I'm guessing it's stupid to ask if it can play Crysis at those settings... :D
it is powered by amd graphics so why not, someone did play crysis on a 6 display eyefinity setup

"someone did play crysis..." is hardly a definitive answer.
AMD makes several GPUs. The fact that Matrox uses an AMD chip doesn't automatically imply it can play Crysis, at least not at a respectable framerate. Matrox cards are built for industrial and commercial uses like kiosks or signs so they trade off gaming performance for durability.
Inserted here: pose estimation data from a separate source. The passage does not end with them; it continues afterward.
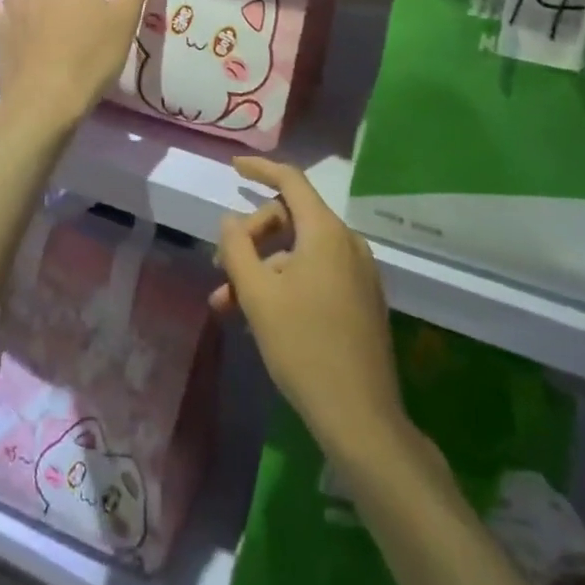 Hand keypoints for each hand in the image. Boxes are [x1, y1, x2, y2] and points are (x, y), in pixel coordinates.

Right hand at [213, 156, 404, 460]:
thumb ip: (237, 248)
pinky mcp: (361, 300)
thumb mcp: (258, 295)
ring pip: (299, 253)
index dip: (260, 169)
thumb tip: (230, 220)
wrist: (360, 417)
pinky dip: (285, 284)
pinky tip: (260, 318)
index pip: (291, 181)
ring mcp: (358, 273)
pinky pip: (316, 274)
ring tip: (228, 305)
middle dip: (252, 238)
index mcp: (326, 232)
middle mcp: (347, 243)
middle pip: (290, 219)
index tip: (233, 167)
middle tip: (222, 271)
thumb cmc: (303, 347)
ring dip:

Notice that, unlike graphic cards used for gaming, the heatsink and fan on Matrox cards are relatively small? That's because their speed has been cut back considerably. They don't have all the graphic processing bells and whistles that normal gaming graphic cards have. Less texture units, less stream processors, lower fill-rates, lower clock speeds, etc.
 
I'm guessing it's stupid to ask if it can play Crysis at those settings... :D
it is powered by amd graphics so why not, someone did play crysis on a 6 display eyefinity setup

"someone did play crysis..." is hardly a definitive answer.
AMD makes several GPUs. The fact that Matrox uses an AMD chip doesn't automatically imply it can play Crysis, at least not at a respectable framerate. Matrox cards are built for industrial and commercial uses like kiosks or signs so they trade off gaming performance for durability.

Notice that, unlike graphic cards used for gaming, the heatsink and fan on Matrox cards are relatively small? That's because their speed has been cut back considerably. They don't have all the graphic processing bells and whistles that normal gaming graphic cards have. Less texture units, less stream processors, lower fill-rates, lower clock speeds, etc.
true but amd drivers are far better in any version to be playable at very very low settings even on a fanless card, crysis is almost 10 years by now =P
 
You realize that the Matrox C680 sells for north of $750.... The C900 will probably be closer to $1000 - and sports 4gb of VRAM...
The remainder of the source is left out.